### Assigned task
Write out the whole listing exactly as it stands.

——————

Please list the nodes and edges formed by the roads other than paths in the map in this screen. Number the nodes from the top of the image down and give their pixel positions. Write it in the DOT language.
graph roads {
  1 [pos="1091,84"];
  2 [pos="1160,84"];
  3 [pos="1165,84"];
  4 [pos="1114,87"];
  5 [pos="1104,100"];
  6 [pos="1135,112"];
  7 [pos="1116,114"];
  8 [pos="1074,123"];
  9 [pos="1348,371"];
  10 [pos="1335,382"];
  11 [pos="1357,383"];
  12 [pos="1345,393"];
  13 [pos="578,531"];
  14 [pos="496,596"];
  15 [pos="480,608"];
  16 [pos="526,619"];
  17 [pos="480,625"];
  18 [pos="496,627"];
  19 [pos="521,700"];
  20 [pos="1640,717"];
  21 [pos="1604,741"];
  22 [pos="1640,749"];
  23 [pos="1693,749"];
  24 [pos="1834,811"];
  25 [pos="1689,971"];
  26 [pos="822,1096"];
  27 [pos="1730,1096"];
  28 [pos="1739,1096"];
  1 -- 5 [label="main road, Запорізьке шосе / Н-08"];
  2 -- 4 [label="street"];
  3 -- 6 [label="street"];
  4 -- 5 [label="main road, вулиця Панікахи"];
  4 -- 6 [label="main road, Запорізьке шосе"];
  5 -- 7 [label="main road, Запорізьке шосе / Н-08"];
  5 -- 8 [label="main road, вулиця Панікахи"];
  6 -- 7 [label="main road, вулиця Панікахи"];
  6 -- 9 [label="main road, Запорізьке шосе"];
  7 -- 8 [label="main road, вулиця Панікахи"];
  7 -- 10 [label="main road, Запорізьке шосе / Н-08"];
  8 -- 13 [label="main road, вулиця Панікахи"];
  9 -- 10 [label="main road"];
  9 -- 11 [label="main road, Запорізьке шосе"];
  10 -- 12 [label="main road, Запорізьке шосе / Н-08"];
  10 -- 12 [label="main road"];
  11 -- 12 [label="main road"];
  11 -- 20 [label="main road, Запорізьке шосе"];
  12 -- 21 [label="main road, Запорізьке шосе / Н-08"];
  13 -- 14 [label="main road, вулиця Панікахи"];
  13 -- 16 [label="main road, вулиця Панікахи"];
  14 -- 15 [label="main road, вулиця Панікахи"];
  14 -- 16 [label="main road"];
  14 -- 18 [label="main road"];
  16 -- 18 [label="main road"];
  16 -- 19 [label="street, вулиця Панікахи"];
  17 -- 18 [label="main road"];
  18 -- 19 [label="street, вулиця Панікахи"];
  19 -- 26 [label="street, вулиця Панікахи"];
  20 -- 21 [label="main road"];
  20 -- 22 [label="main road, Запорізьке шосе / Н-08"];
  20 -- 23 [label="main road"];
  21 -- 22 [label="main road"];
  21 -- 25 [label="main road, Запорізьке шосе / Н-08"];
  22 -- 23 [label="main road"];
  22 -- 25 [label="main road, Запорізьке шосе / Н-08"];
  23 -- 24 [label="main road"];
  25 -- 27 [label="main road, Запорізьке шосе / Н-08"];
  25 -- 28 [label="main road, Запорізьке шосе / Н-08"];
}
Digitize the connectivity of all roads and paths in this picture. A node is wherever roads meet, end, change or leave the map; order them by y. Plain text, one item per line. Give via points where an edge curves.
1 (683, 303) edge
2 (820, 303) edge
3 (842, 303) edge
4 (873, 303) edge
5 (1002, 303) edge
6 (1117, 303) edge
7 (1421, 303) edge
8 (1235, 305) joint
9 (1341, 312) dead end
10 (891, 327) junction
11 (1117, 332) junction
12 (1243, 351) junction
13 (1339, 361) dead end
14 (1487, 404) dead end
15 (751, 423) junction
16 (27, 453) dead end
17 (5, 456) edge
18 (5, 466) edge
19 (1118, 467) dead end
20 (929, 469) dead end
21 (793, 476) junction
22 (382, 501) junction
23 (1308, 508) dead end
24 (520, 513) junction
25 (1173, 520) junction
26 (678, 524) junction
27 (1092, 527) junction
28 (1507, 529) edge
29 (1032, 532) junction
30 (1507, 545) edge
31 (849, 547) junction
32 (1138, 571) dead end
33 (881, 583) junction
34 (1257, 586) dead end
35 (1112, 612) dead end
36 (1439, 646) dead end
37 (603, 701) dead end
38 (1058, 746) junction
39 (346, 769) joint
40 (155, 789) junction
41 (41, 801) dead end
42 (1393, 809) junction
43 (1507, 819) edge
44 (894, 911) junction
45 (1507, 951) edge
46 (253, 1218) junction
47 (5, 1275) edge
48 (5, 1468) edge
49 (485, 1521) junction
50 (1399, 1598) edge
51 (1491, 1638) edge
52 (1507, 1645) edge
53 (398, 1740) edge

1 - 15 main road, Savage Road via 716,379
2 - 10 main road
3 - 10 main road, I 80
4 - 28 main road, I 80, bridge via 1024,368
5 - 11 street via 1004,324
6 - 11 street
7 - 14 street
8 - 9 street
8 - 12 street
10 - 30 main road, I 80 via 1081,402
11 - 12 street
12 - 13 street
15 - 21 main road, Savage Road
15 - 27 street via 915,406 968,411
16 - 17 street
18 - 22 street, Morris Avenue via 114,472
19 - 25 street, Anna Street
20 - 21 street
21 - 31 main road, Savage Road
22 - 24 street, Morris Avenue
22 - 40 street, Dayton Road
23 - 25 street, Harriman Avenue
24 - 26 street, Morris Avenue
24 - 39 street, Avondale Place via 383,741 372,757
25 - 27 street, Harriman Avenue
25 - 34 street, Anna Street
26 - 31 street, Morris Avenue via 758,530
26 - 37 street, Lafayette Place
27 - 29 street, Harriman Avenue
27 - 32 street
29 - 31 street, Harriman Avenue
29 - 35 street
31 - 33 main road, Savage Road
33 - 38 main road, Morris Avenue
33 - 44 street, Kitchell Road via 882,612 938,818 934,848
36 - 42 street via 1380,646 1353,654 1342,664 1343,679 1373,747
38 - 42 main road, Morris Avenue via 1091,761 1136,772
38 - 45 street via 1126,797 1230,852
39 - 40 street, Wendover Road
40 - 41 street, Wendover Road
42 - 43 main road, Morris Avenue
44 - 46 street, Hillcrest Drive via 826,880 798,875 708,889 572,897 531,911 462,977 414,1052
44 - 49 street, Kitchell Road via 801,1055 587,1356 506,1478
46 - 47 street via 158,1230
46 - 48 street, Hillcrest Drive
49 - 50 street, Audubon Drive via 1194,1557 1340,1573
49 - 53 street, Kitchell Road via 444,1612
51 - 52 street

——————

### Expected output
Please list the nodes and edges formed by the roads other than paths in the map in this screen. Number the nodes from the top of the image down and give their pixel positions. Write it in the DOT language.
graph roads {
  1 [pos="1091,84"];
  2 [pos="1160,84"];
  3 [pos="1165,84"];
  4 [pos="1114,87"];
  5 [pos="1104,100"];
  6 [pos="1135,112"];
  7 [pos="1116,114"];
  8 [pos="1074,123"];
  9 [pos="1348,371"];
  10 [pos="1335,382"];
  11 [pos="1357,383"];
  12 [pos="1345,393"];
  13 [pos="578,531"];
  14 [pos="496,596"];
  15 [pos="480,608"];
  16 [pos="526,619"];
  17 [pos="480,625"];
  18 [pos="496,627"];
  19 [pos="521,700"];
  20 [pos="1640,717"];
  21 [pos="1604,741"];
  22 [pos="1640,749"];
  23 [pos="1693,749"];
  24 [pos="1834,811"];
  25 [pos="1689,971"];
  26 [pos="822,1096"];
  27 [pos="1730,1096"];
  28 [pos="1739,1096"];
  1 -- 5 [label="main road, Запорізьке шосе / Н-08"];
  2 -- 4 [label="street"];
  3 -- 6 [label="street"];
  4 -- 5 [label="main road, вулиця Панікахи"];
  4 -- 6 [label="main road, Запорізьке шосе"];
  5 -- 7 [label="main road, Запорізьке шосе / Н-08"];
  5 -- 8 [label="main road, вулиця Панікахи"];
  6 -- 7 [label="main road, вулиця Панікахи"];
  6 -- 9 [label="main road, Запорізьке шосе"];
  7 -- 8 [label="main road, вулиця Панікахи"];
  7 -- 10 [label="main road, Запорізьке шосе / Н-08"];
  8 -- 13 [label="main road, вулиця Панікахи"];
  9 -- 10 [label="main road"];
  9 -- 11 [label="main road, Запорізьке шосе"];
  10 -- 12 [label="main road, Запорізьке шосе / Н-08"];
  10 -- 12 [label="main road"];
  11 -- 12 [label="main road"];
  11 -- 20 [label="main road, Запорізьке шосе"];
  12 -- 21 [label="main road, Запорізьке шосе / Н-08"];
  13 -- 14 [label="main road, вулиця Панікахи"];
  13 -- 16 [label="main road, вулиця Панікахи"];
  14 -- 15 [label="main road, вулиця Панікахи"];
  14 -- 16 [label="main road"];
  14 -- 18 [label="main road"];
  16 -- 18 [label="main road"];
  16 -- 19 [label="street, вулиця Панікахи"];
  17 -- 18 [label="main road"];
  18 -- 19 [label="street, вулиця Панікахи"];
  19 -- 26 [label="street, вулиця Панікахи"];
  20 -- 21 [label="main road"];
  20 -- 22 [label="main road, Запорізьке шосе / Н-08"];
  20 -- 23 [label="main road"];
  21 -- 22 [label="main road"];
  21 -- 25 [label="main road, Запорізьке шосе / Н-08"];
  22 -- 23 [label="main road"];
  22 -- 25 [label="main road, Запорізьке шосе / Н-08"];
  23 -- 24 [label="main road"];
  25 -- 27 [label="main road, Запорізьке шосе / Н-08"];
  25 -- 28 [label="main road, Запорізьке шосе / Н-08"];
}
Digitize the connectivity of all roads and paths in this picture. A node is wherever roads meet, end, change or leave the map; order them by y. Plain text, one item per line. Give via points where an edge curves.
1 (683, 303) edge
2 (820, 303) edge
3 (842, 303) edge
4 (873, 303) edge
5 (1002, 303) edge
6 (1117, 303) edge
7 (1421, 303) edge
8 (1235, 305) joint
9 (1341, 312) dead end
10 (891, 327) junction
11 (1117, 332) junction
12 (1243, 351) junction
13 (1339, 361) dead end
14 (1487, 404) dead end
15 (751, 423) junction
16 (27, 453) dead end
17 (5, 456) edge
18 (5, 466) edge
19 (1118, 467) dead end
20 (929, 469) dead end
21 (793, 476) junction
22 (382, 501) junction
23 (1308, 508) dead end
24 (520, 513) junction
25 (1173, 520) junction
26 (678, 524) junction
27 (1092, 527) junction
28 (1507, 529) edge
29 (1032, 532) junction
30 (1507, 545) edge
31 (849, 547) junction
32 (1138, 571) dead end
33 (881, 583) junction
34 (1257, 586) dead end
35 (1112, 612) dead end
36 (1439, 646) dead end
37 (603, 701) dead end
38 (1058, 746) junction
39 (346, 769) joint
40 (155, 789) junction
41 (41, 801) dead end
42 (1393, 809) junction
43 (1507, 819) edge
44 (894, 911) junction
45 (1507, 951) edge
46 (253, 1218) junction
47 (5, 1275) edge
48 (5, 1468) edge
49 (485, 1521) junction
50 (1399, 1598) edge
51 (1491, 1638) edge
52 (1507, 1645) edge
53 (398, 1740) edge

1 - 15 main road, Savage Road via 716,379
2 - 10 main road
3 - 10 main road, I 80
4 - 28 main road, I 80, bridge via 1024,368
5 - 11 street via 1004,324
6 - 11 street
7 - 14 street
8 - 9 street
8 - 12 street
10 - 30 main road, I 80 via 1081,402
11 - 12 street
12 - 13 street
15 - 21 main road, Savage Road
15 - 27 street via 915,406 968,411
16 - 17 street
18 - 22 street, Morris Avenue via 114,472
19 - 25 street, Anna Street
20 - 21 street
21 - 31 main road, Savage Road
22 - 24 street, Morris Avenue
22 - 40 street, Dayton Road
23 - 25 street, Harriman Avenue
24 - 26 street, Morris Avenue
24 - 39 street, Avondale Place via 383,741 372,757
25 - 27 street, Harriman Avenue
25 - 34 street, Anna Street
26 - 31 street, Morris Avenue via 758,530
26 - 37 street, Lafayette Place
27 - 29 street, Harriman Avenue
27 - 32 street
29 - 31 street, Harriman Avenue
29 - 35 street
31 - 33 main road, Savage Road
33 - 38 main road, Morris Avenue
33 - 44 street, Kitchell Road via 882,612 938,818 934,848
36 - 42 street via 1380,646 1353,654 1342,664 1343,679 1373,747
38 - 42 main road, Morris Avenue via 1091,761 1136,772
38 - 45 street via 1126,797 1230,852
39 - 40 street, Wendover Road
40 - 41 street, Wendover Road
42 - 43 main road, Morris Avenue
44 - 46 street, Hillcrest Drive via 826,880 798,875 708,889 572,897 531,911 462,977 414,1052
44 - 49 street, Kitchell Road via 801,1055 587,1356 506,1478
46 - 47 street via 158,1230
46 - 48 street, Hillcrest Drive
49 - 50 street, Audubon Drive via 1194,1557 1340,1573
49 - 53 street, Kitchell Road via 444,1612
51 - 52 street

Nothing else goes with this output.